A proposed $3.5 billion power transmission line to bring wind energy generated from western Oklahoma turbines to Tennessee has received federal regulatory approval to negotiate rates with potential customers.
The Plains and Eastern Clean Line project is still three years away from construction, but the Federal Energy Regulatory Commission approval is a big step, officials said. The FERC granted Clean Line authority to subscribe up to 75 percent of its line capacity with anchor tenants.
“This approval takes Clean Line a step closer to building a clean energy future for the southeast,” parent firm Clean Line Energy Partners LP CEO Michael Skelly said in a statement. “We are excited at the momentum surrounding the Plains & Eastern Clean Line and we look forward to working with our local, state, and federal stakeholders as we continue to develop the transmission line project in a responsible and transparent manner.”

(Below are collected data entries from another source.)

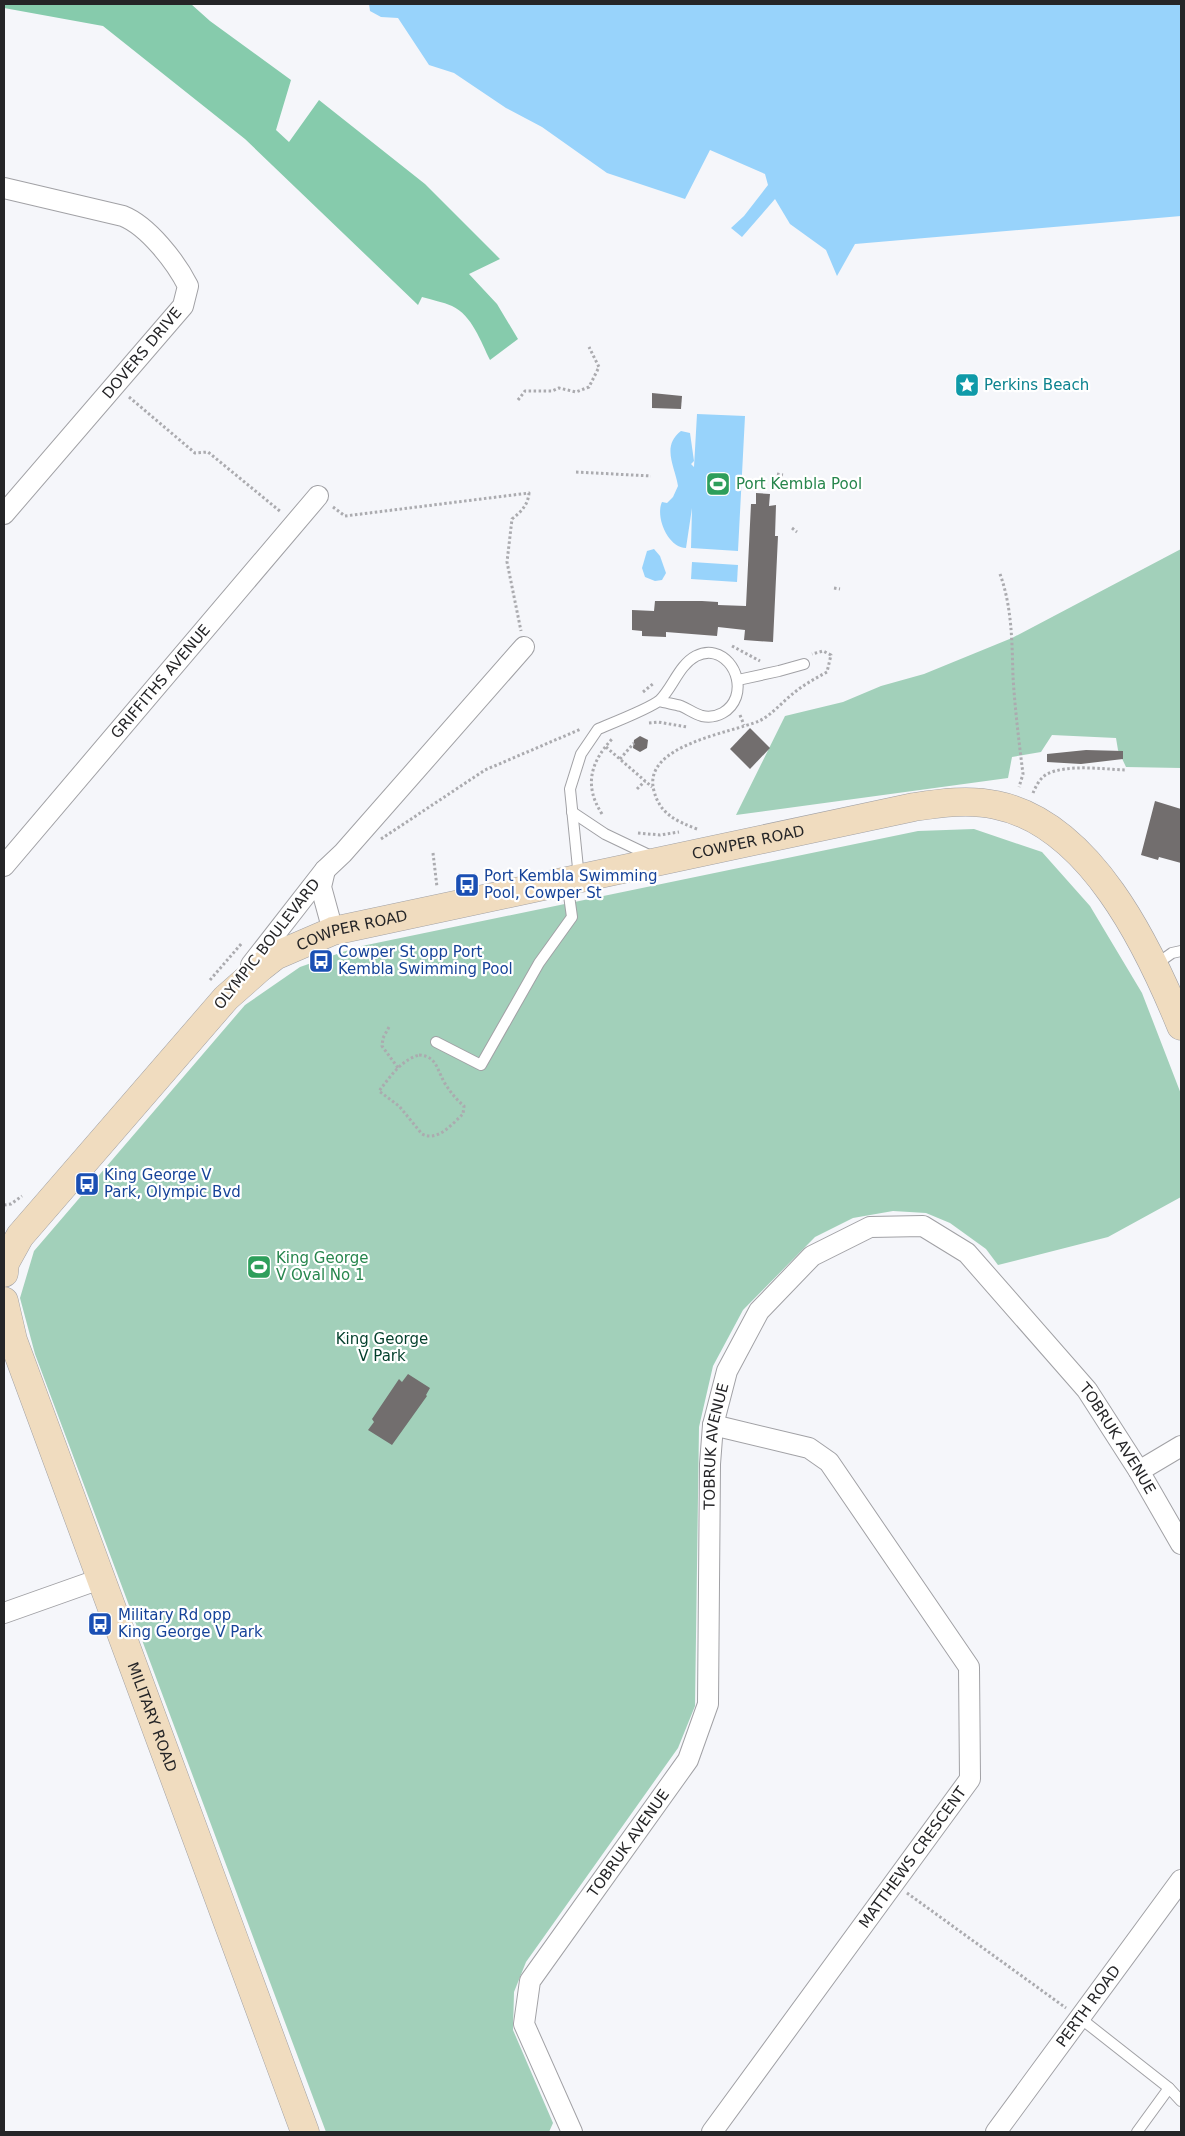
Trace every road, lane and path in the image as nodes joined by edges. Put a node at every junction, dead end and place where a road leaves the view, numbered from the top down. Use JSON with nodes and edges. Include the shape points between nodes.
{"nodes":[{"id":1,"x":4,"y":188,"type":"edge"},
{"id":2,"x":589,"y":348,"type":"dead end"},
{"id":3,"x":115,"y":385,"type":"junction"},
{"id":4,"x":518,"y":400,"type":"dead end"},
{"id":5,"x":576,"y":472,"type":"dead end"},
{"id":6,"x":777,"y":474,"type":"dead end"},
{"id":7,"x":782,"y":475,"type":"dead end"},
{"id":8,"x":651,"y":476,"type":"dead end"},
{"id":9,"x":318,"y":496,"type":"joint"},
{"id":10,"x":272,"y":505,"type":"dead end"},
{"id":11,"x":4,"y":514,"type":"edge"},
{"id":12,"x":792,"y":528,"type":"dead end"},
{"id":13,"x":797,"y":532,"type":"dead end"},
{"id":14,"x":1000,"y":574,"type":"dead end"},
{"id":15,"x":834,"y":588,"type":"dead end"},
{"id":16,"x":840,"y":589,"type":"dead end"},
{"id":17,"x":725,"y":644,"type":"dead end"},
{"id":18,"x":524,"y":647,"type":"joint"},
{"id":19,"x":805,"y":660,"type":"joint"},
{"id":20,"x":766,"y":662,"type":"dead end"},
{"id":21,"x":657,"y":679,"type":"dead end"},
{"id":22,"x":738,"y":680,"type":"junction"},
{"id":23,"x":637,"y":697,"type":"dead end"},
{"id":24,"x":659,"y":701,"type":"junction"},
{"id":25,"x":740,"y":715,"type":"dead end"},
{"id":26,"x":586,"y":725,"type":"dead end"},
{"id":27,"x":640,"y":725,"type":"dead end"},
{"id":28,"x":744,"y":725,"type":"junction"},
{"id":29,"x":689,"y":727,"type":"dead end"},
{"id":30,"x":617,"y":736,"type":"dead end"},
{"id":31,"x":634,"y":743,"type":"dead end"},
{"id":32,"x":606,"y":747,"type":"junction"},
{"id":33,"x":620,"y":759,"type":"junction"},
{"id":34,"x":1125,"y":770,"type":"dead end"},
{"id":35,"x":645,"y":780,"type":"junction"},
{"id":36,"x":652,"y":787,"type":"junction"},
{"id":37,"x":1019,"y":787,"type":"dead end"},
{"id":38,"x":637,"y":789,"type":"dead end"},
{"id":39,"x":1033,"y":793,"type":"dead end"},
{"id":40,"x":572,"y":812,"type":"junction"},
{"id":41,"x":604,"y":817,"type":"dead end"},
{"id":42,"x":634,"y":832,"type":"dead end"},
{"id":43,"x":343,"y":853,"type":"junction"},
{"id":44,"x":433,"y":854,"type":"dead end"},
{"id":45,"x":664,"y":862,"type":"junction"},
{"id":46,"x":4,"y":866,"type":"edge"},
{"id":47,"x":325,"y":870,"type":"junction"},
{"id":48,"x":573,"y":880,"type":"junction"},
{"id":49,"x":440,"y":891,"type":"dead end"},
{"id":50,"x":333,"y":931,"type":"junction"},
{"id":51,"x":1181,"y":951,"type":"edge"},
{"id":52,"x":1155,"y":965,"type":"junction"},
{"id":53,"x":226,"y":998,"type":"junction"},
{"id":54,"x":1181,"y":1026,"type":"edge"},
{"id":55,"x":389,"y":1027,"type":"dead end"},
{"id":56,"x":436,"y":1042,"type":"dead end"},
{"id":57,"x":398,"y":1068,"type":"junction"},
{"id":58,"x":8,"y":1242,"type":"edge"},
{"id":59,"x":4,"y":1273,"type":"edge"},
{"id":60,"x":4,"y":1301,"type":"edge"},
{"id":61,"x":714,"y":1425,"type":"junction"},
{"id":62,"x":1181,"y":1446,"type":"edge"},
{"id":63,"x":1139,"y":1471,"type":"junction"},
{"id":64,"x":1181,"y":1544,"type":"edge"},
{"id":65,"x":100,"y":1579,"type":"junction"},
{"id":66,"x":4,"y":1613,"type":"edge"},
{"id":67,"x":1181,"y":1880,"type":"edge"},
{"id":68,"x":894,"y":1884,"type":"junction"},
{"id":69,"x":1080,"y":2018,"type":"junction"},
{"id":70,"x":1169,"y":2088,"type":"junction"},
{"id":71,"x":1181,"y":2101,"type":"edge"},
{"id":72,"x":305,"y":2132,"type":"edge"},
{"id":73,"x":572,"y":2132,"type":"edge"},
{"id":74,"x":712,"y":2132,"type":"edge"},
{"id":75,"x":996,"y":2132,"type":"edge"},
{"id":76,"x":1137,"y":2132,"type":"edge"}],
"edges":[{"from":1,"to":3,"type":"street","name":"DOVERS DRIVE","via":[[134,220],[181,272],[188,286],[183,306]]},
{"from":2,"to":4,"type":"path","via":[[599,367],[589,388],[576,392],[559,388],[525,391]]},
{"from":3,"to":10,"type":"path","via":[[195,452],[208,452]]},
{"from":3,"to":11,"type":"street","name":"DOVERS DRIVE"},
{"from":5,"to":8,"type":"path"},
{"from":6,"to":7,"type":"path"},
{"from":9,"to":18,"type":"path","via":[[345,516],[529,493],[528,502],[512,519],[507,562]]},
{"from":9,"to":46,"type":"street","name":"GRIFFITHS AVENUE"},
{"from":12,"to":13,"type":"path"},
{"from":14,"to":37,"type":"path","via":[[1007,594],[1012,638],[1023,774]]},
{"from":15,"to":16,"type":"path"},
{"from":17,"to":20,"type":"path"},
{"from":18,"to":43,"type":"street","name":"OLYMPIC BOULEVARD"},
{"from":19,"to":22,"type":"lane","via":[[779,671]]},
{"from":19,"to":28,"type":"path","via":[[823,651],[831,655],[827,672],[796,691],[760,720]]},
{"from":21,"to":23,"type":"path"},
{"from":22,"to":24,"type":"lane","via":[[738,692],[733,703],[725,712],[715,716],[701,716]]},
{"from":22,"to":24,"type":"lane","via":[[733,666],[727,661],[700,654],[686,664]]},
{"from":24,"to":40,"type":"lane","via":[[598,729],[591,737],[581,754],[570,789]]},
{"from":25,"to":28,"type":"path"},
{"from":26,"to":43,"type":"path","via":[[485,770],[374,844]]},
{"from":27,"to":29,"type":"path","via":[[658,722]]},
{"from":28,"to":36,"type":"path","via":[[707,736],[668,754],[657,769]]},
{"from":30,"to":32,"type":"path"},
{"from":31,"to":33,"type":"path"},
{"from":32,"to":33,"type":"path"},
{"from":32,"to":41,"type":"path","via":[[594,766],[591,785],[594,801]]},
{"from":33,"to":35,"type":"path"},
{"from":34,"to":39,"type":"path","via":[[1087,768],[1046,775]]},
{"from":35,"to":36,"type":"path"},
{"from":35,"to":38,"type":"path"},
{"from":36,"to":42,"type":"path","via":[[659,804],[670,817],[697,829],[660,835]]},
{"from":40,"to":45,"type":"lane","via":[[605,834]]},
{"from":40,"to":48,"type":"lane"},
{"from":43,"to":47,"type":"street","name":"OLYMPIC BOULEVARD"},
{"from":44,"to":49,"type":"path"},
{"from":45,"to":48,"type":"main road","name":"COWPER ROAD"},
{"from":45,"to":52,"type":"main road","name":"COWPER ROAD","via":[[940,803],[997,805],[1042,822],[1080,854],[1129,920]]},
{"from":47,"to":50,"type":"street","via":[[321,887]]},
{"from":47,"to":53,"type":"street","name":"OLYMPIC BOULEVARD"},
{"from":48,"to":50,"type":"main road","name":"COWPER ROAD"},
{"from":48,"to":56,"type":"lane","via":[[572,916],[539,962],[481,1066]]},
{"from":50,"to":53,"type":"main road","name":"COWPER ROAD","via":[[275,956]]},
{"from":51,"to":52,"type":"lane","via":[[1172,953]]},
{"from":52,"to":54,"type":"main road","name":"COWPER ROAD"},
{"from":53,"to":58,"type":"main road","name":"OLYMPIC BOULEVARD","via":[[78,1170]]},
{"from":55,"to":57,"type":"path","via":[[382,1046]]},
{"from":57,"to":57,"type":"path","via":[[412,1057],[427,1056],[451,1094],[464,1106],[463,1114],[441,1133],[422,1134],[399,1106],[379,1091]]},
{"from":58,"to":59,"type":"main road"},
{"from":60,"to":65,"type":"main road","name":"MILITARY ROAD","via":[[13,1340]]},
{"from":61,"to":63,"type":"street","name":"TOBRUK AVENUE","via":[[727,1371],[759,1311],[812,1256],[870,1228],[923,1226],[974,1261],[1087,1390]]},
{"from":61,"to":68,"type":"street","name":"MATTHEWS CRESCENT","via":[[809,1448],[829,1462],[969,1668],[970,1779]]},
{"from":61,"to":73,"type":"street","name":"TOBRUK AVENUE","via":[[710,1464],[708,1704],[688,1760],[530,1981],[524,2024]]},
{"from":62,"to":63,"type":"street"},
{"from":63,"to":64,"type":"street","name":"TOBRUK AVENUE"},
{"from":65,"to":66,"type":"street"},
{"from":65,"to":72,"type":"main road","name":"MILITARY ROAD"},
{"from":67,"to":69,"type":"street","name":"PERTH ROAD"},
{"from":68,"to":69,"type":"path"},
{"from":68,"to":74,"type":"street","name":"MATTHEWS CRESCENT"},
{"from":69,"to":70,"type":"lane"},
{"from":69,"to":75,"type":"street","name":"PERTH ROAD"},
{"from":70,"to":71,"type":"lane"},
{"from":70,"to":76,"type":"lane"}]}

Clean Line announced plans to build the nearly 800-mile direct-current transmission line several years ago. The Oklahoma Corporation Commission approved the project’s utility status last year, and Clean Line already has lined up some contractor agreements, including an estimated $300 million deal with Claremore-based support pole maker Pelco Structural LLC.
“The Plains & Eastern Clean Line will create jobs, while enabling billions of dollars of investments in Oklahoma’s clean energy industry,” Oklahoma Secretary of Energy Michael Ming said.
The Plains and Eastern Clean Line will pull power from wind farms and deliver it on a 500-mile kilovolt line across Oklahoma, Arkansas and to Tennessee Valley Authority substations, according to reports. Project officials said the 3,500-megawatt line could deliver enough electricity to power one million homes.
Construction could begin by late 2015, Skelly said previously. The project still needs utility status approval in Arkansas and Tennessee, and to complete right-of-way acquisitions.
The Plains and Eastern Clean Line could be completed by late 2017.